### Supplied records

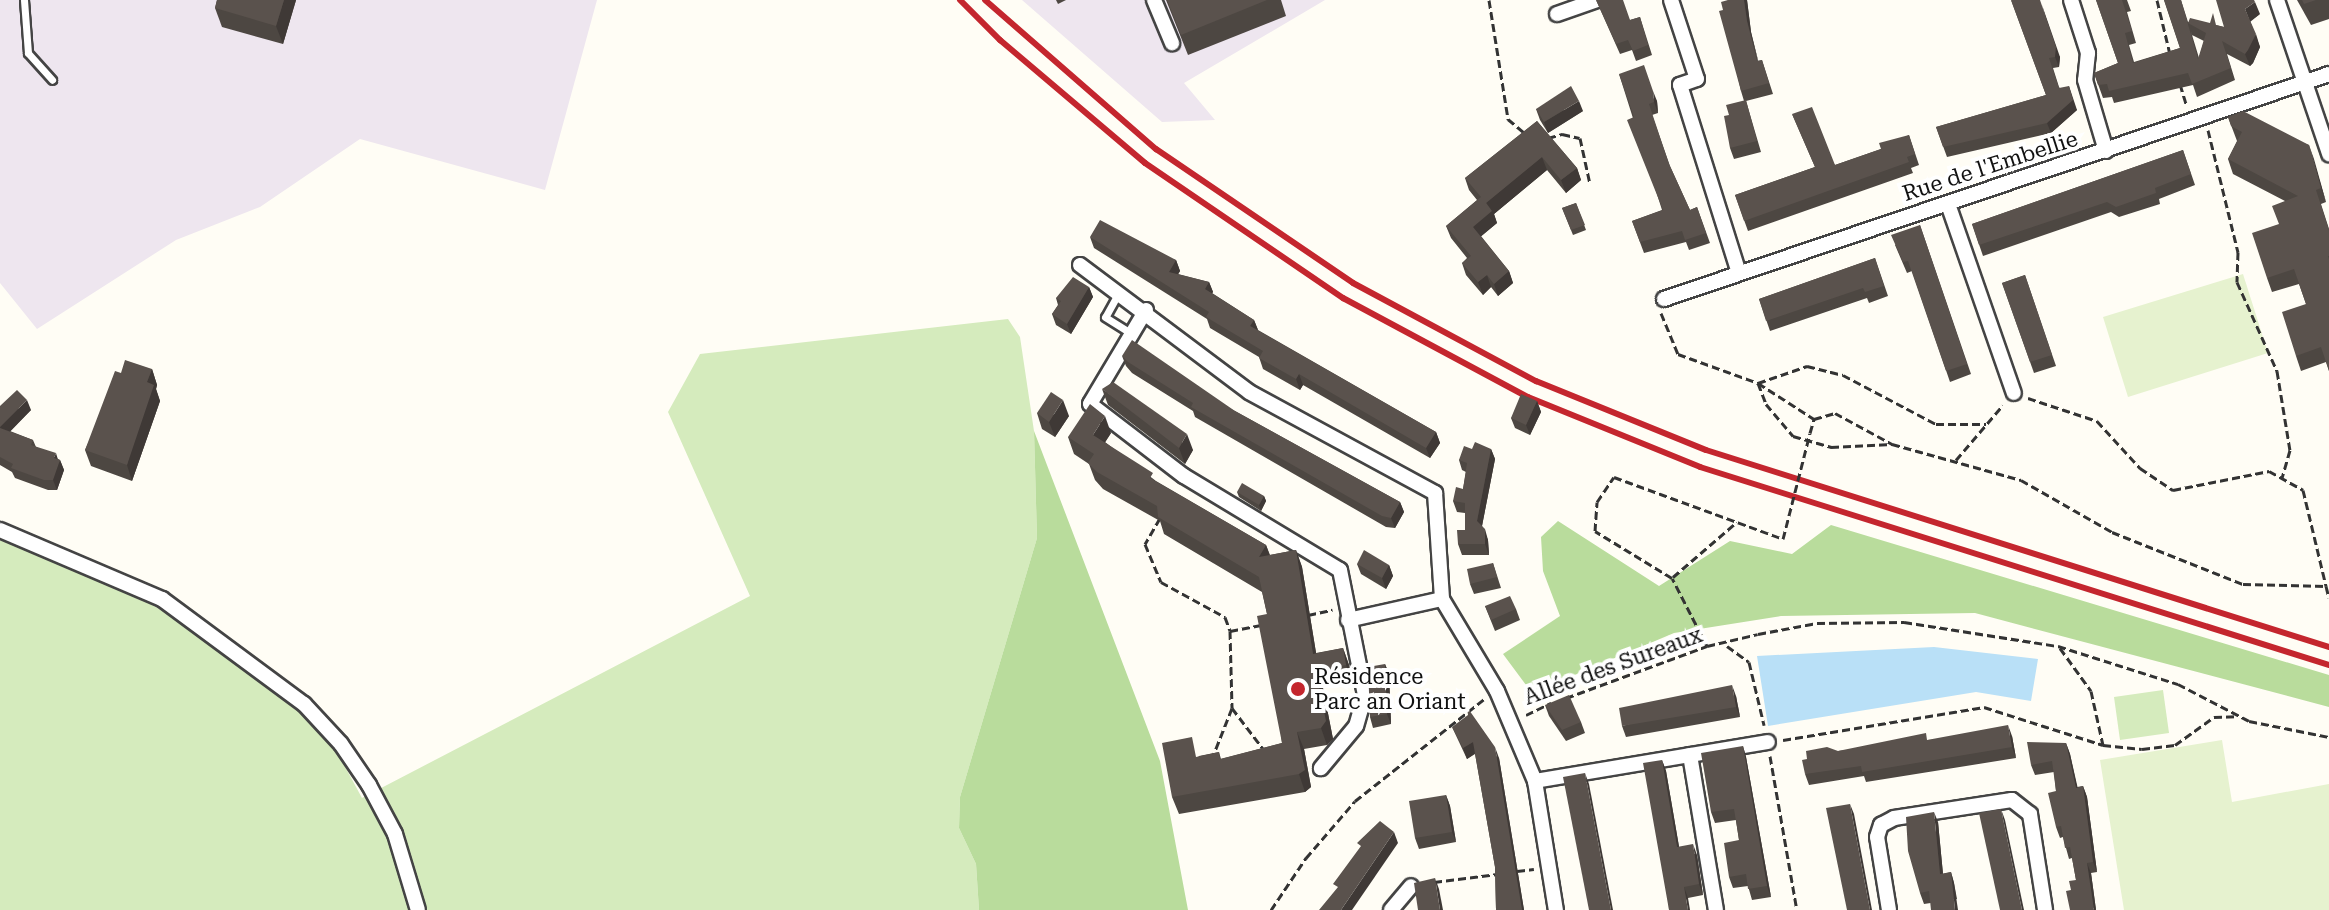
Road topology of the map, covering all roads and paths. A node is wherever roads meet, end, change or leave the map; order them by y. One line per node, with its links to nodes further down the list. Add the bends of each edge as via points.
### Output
1 (24, 0): 14 (lane, via 28,53)
2 (1154, 0): 10 (street)
3 (1489, 0): 17 (path, via 1508,119)
4 (1597, 0): 9 (street)
5 (1671, 0): 24 (street, via 1697,79 1680,85)
6 (2071, 0): 19 (street, via 2088,53 2085,80)
7 (2157, 0): 11 (path)
8 (2277, 0): 15 (street)
9 (1557, 14)
10 (1172, 43)
11 (2173, 62)
12 (2329, 74): 15 (street, Rue de l'Embellie)
13 (2178, 77): 16 (path)
14 (52, 80)
15 (2304, 82): 16 (street, Rue de l'Embellie); 20 (street)
16 (2197, 119): 19 (street, Rue de l'Embellie); 35 (path, via 2214,143 2217,182 2238,252 2237,282 2277,371 2290,450)
17 (1530, 138)
18 (1540, 138): 21 (path, via 1580,138)
19 (2106, 151): 22 (street, Rue de l'Embellie)
20 (2329, 154)
21 (1590, 184)
22 (1948, 204): 24 (street, Rue de l'Embellie); 30 (street)
23 (1080, 265): 25 (street)
24 (1739, 273): 26 (street, Rue de l'Embellie)
25 (1119, 292): 27 (street); 28 (lane, via 1105,317)
26 (1664, 299): 29 (path, via 1661,312 1678,354)
27 (1146, 310): 28 (street); 42 (street, via 1249,392 1435,493)
28 (1132, 334): 43 (street, via 1090,404 1184,476 1340,570)
29 (1758, 383): 31 (path); 32 (path, via 1807,366 1843,375 1936,424); 33 (path, via 1766,404 1793,436 1831,447)
30 (2014, 393): 32 (path); 35 (path, via 2097,421 2140,468 2173,490 2269,471)
31 (1814, 419): 33 (path, via 1835,413); 37 (path, bridge, via 1783,539)
32 (1988, 424): 34 (path)
33 (1892, 444): 34 (path)
34 (1955, 460): 40 (path, via 2021,480 2112,532 2243,584)
35 (2282, 478): 40 (path, via 2303,490)
36 (1160, 517): 46 (path, via 1145,544 1161,582 1225,617)
37 (1737, 522): 39 (path); 39 (path, via 1614,477 1597,502 1595,531)
38 (0, 530): 64 (street, via 162,599 304,704 369,785 395,834)
39 (1672, 578): 48 (path)
40 (2326, 586): 41 (path)
41 (2329, 598)
42 (1442, 599): 43 (street); 50 (street)
43 (1347, 614): 44 (path); 60 (street, via 1365,695 1356,726)
44 (1303, 616)
45 (1274, 622): 46 (path)
46 (1230, 631): 51 (path)
47 (1725, 645): 48 (path, Allée des Sureaux); 49 (path, Allée des Sureaux, via 1817,623 1904,622); 55 (path, via 1749,662)
48 (1707, 646): 53 (path, Allée des Sureaux)
49 (2058, 646): 52 (path, Allée des Sureaux, via 2178,684); 56 (path, via 2091,691)
50 (1497, 691): 53 (street); 65 (path, via 1355,801 1306,858)
51 (1232, 708): 57 (path); 59 (path)
52 (2239, 716): 54 (path, Allée des Sureaux); 56 (path, via 2214,717 2175,745)
53 (1512, 722): 61 (street)
54 (2329, 737)
55 (1768, 742): 56 (path, via 1984,707); 58 (street); 69 (path)
56 (2103, 745)
57 (1266, 753)
58 (1690, 755): 61 (street); 68 (street)
59 (1211, 761)
60 (1321, 768)
61 (1535, 781): 62 (street)
62 (1549, 867): 63 (path); 67 (street)
63 (1411, 886): 66 (street)
64 (418, 910)
65 (1271, 910)
66 (1391, 910)
67 (1556, 910)
68 (1716, 910)
69 (1797, 910)
70 (1889, 910): 71 (street, via 1877,837 1881,825 2012,800 2030,814)
71 (2045, 910)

### Exercise details
Nothing but an exact repeat of the records, pictures excluded, belongs in the answer.

### Response area
Road topology of the map, covering all roads and paths. A node is wherever roads meet, end, change or leave the map; order them by y. One line per node, with its links to nodes further down the list. Add the bends of each edge as via points.
### Output
1 (24, 0): 14 (lane, via 28,53)
2 (1154, 0): 10 (street)
3 (1489, 0): 17 (path, via 1508,119)
4 (1597, 0): 9 (street)
5 (1671, 0): 24 (street, via 1697,79 1680,85)
6 (2071, 0): 19 (street, via 2088,53 2085,80)
7 (2157, 0): 11 (path)
8 (2277, 0): 15 (street)
9 (1557, 14)
10 (1172, 43)
11 (2173, 62)
12 (2329, 74): 15 (street, Rue de l'Embellie)
13 (2178, 77): 16 (path)
14 (52, 80)
15 (2304, 82): 16 (street, Rue de l'Embellie); 20 (street)
16 (2197, 119): 19 (street, Rue de l'Embellie); 35 (path, via 2214,143 2217,182 2238,252 2237,282 2277,371 2290,450)
17 (1530, 138)
18 (1540, 138): 21 (path, via 1580,138)
19 (2106, 151): 22 (street, Rue de l'Embellie)
20 (2329, 154)
21 (1590, 184)
22 (1948, 204): 24 (street, Rue de l'Embellie); 30 (street)
23 (1080, 265): 25 (street)
24 (1739, 273): 26 (street, Rue de l'Embellie)
25 (1119, 292): 27 (street); 28 (lane, via 1105,317)
26 (1664, 299): 29 (path, via 1661,312 1678,354)
27 (1146, 310): 28 (street); 42 (street, via 1249,392 1435,493)
28 (1132, 334): 43 (street, via 1090,404 1184,476 1340,570)
29 (1758, 383): 31 (path); 32 (path, via 1807,366 1843,375 1936,424); 33 (path, via 1766,404 1793,436 1831,447)
30 (2014, 393): 32 (path); 35 (path, via 2097,421 2140,468 2173,490 2269,471)
31 (1814, 419): 33 (path, via 1835,413); 37 (path, bridge, via 1783,539)
32 (1988, 424): 34 (path)
33 (1892, 444): 34 (path)
34 (1955, 460): 40 (path, via 2021,480 2112,532 2243,584)
35 (2282, 478): 40 (path, via 2303,490)
36 (1160, 517): 46 (path, via 1145,544 1161,582 1225,617)
37 (1737, 522): 39 (path); 39 (path, via 1614,477 1597,502 1595,531)
38 (0, 530): 64 (street, via 162,599 304,704 369,785 395,834)
39 (1672, 578): 48 (path)
40 (2326, 586): 41 (path)
41 (2329, 598)
42 (1442, 599): 43 (street); 50 (street)
43 (1347, 614): 44 (path); 60 (street, via 1365,695 1356,726)
44 (1303, 616)
45 (1274, 622): 46 (path)
46 (1230, 631): 51 (path)
47 (1725, 645): 48 (path, Allée des Sureaux); 49 (path, Allée des Sureaux, via 1817,623 1904,622); 55 (path, via 1749,662)
48 (1707, 646): 53 (path, Allée des Sureaux)
49 (2058, 646): 52 (path, Allée des Sureaux, via 2178,684); 56 (path, via 2091,691)
50 (1497, 691): 53 (street); 65 (path, via 1355,801 1306,858)
51 (1232, 708): 57 (path); 59 (path)
52 (2239, 716): 54 (path, Allée des Sureaux); 56 (path, via 2214,717 2175,745)
53 (1512, 722): 61 (street)
54 (2329, 737)
55 (1768, 742): 56 (path, via 1984,707); 58 (street); 69 (path)
56 (2103, 745)
57 (1266, 753)
58 (1690, 755): 61 (street); 68 (street)
59 (1211, 761)
60 (1321, 768)
61 (1535, 781): 62 (street)
62 (1549, 867): 63 (path); 67 (street)
63 (1411, 886): 66 (street)
64 (418, 910)
65 (1271, 910)
66 (1391, 910)
67 (1556, 910)
68 (1716, 910)
69 (1797, 910)
70 (1889, 910): 71 (street, via 1877,837 1881,825 2012,800 2030,814)
71 (2045, 910)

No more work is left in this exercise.